The IRS is refusing to recant the targeting criteria it used to single out tea party groups for intrusive scrutiny, according to court filings made public Wednesday that show the tax agency still struggling with the fallout from the scandal.
At least three tea party groups are still awaiting approval from the IRS more than three years after agents publicly admitted they’d asked inappropriate questions and put the groups through unreasonable delays in obtaining tax-exempt status.
Last month the IRS told both Congress and a federal judge that it would start processing the outstanding applications — but the agency has refused to say how or when, leaving the groups themselves struggling to make sense of things.
Making matters ever more difficult, the IRS specifically refused in court papers to reject further use of the criteria it used to single out tea party and conservative groups in the first place.

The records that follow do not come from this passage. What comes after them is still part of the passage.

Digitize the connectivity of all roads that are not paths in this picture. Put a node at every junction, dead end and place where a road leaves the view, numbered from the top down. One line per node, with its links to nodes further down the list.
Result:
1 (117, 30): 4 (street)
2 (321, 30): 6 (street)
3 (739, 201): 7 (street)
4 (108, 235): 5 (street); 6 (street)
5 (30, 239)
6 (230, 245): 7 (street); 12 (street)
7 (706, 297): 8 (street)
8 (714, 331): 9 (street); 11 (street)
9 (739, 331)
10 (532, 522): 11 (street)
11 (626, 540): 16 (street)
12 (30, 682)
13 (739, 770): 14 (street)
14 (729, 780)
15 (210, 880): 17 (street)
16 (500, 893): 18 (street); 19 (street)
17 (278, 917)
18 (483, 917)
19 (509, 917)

“Despite all the representations made by the IRS about having changed its ways, it still asserts that the viewpoint-based Targeting Criteria are relevant for making a determination of tax-exempt status,” Edward Greim, the lawyer representing tea party groups in a class-action lawsuit, told the U.S. District Court for the Southern District of Ohio.
Just weeks ago, IRS Commissioner John G. Koskinen had assured Congress the targeting was a thing of the past, and said his agency will no longer use the “Be on lookout,” or BOLO, lists.
Mr. Koskinen was responding after a federal appeals court in Washington, D.C., delivered a firm rebuke to the tax agency, saying that as long as groups singled out for special scrutiny are still awaiting approval, the targeting is still going on.
After the admonition, the tax commissioner ordered his agents to begin to process the applications of the Texas Patriots Tea Party and two other groups that have been waiting years. One of them, the Albuquerque Tea Party, has been waiting for nearly seven years.
“There should be no doubt that the use of BOLO lists has not just been temporarily suspended, it has been eliminated,” Mr. Koskinen said in letters to key committees on Capitol Hill.
Mr. Greim told the judge it was impossible to reconcile Mr. Koskinen’s assurances with the IRS‘ own declarations to the court in a July filing that it would not recant the use of its “targeting criteria” to evaluate tea party groups in the future.
The arrogance of the IRS, its flouting of court orders, and its dismissal of having done anything wrong shows why many Republicans in the House want to impeach Koskinen. But Senate Republicans don't want to touch the impeachment issue largely because it's a lost cause. There is no way the Senate GOP can muster the two-thirds vote to kick Koskinen out of office. Majority Leader McConnell sees the impeachment as a time-waster, given the heavy workload facing the Senate between now and the recess in October.
It's apparently up to the conservative groups who are suing the IRS to get them to stop the practice. Given the court filings revealed this week, the IRS doesn't seem to be interested in changing its ways.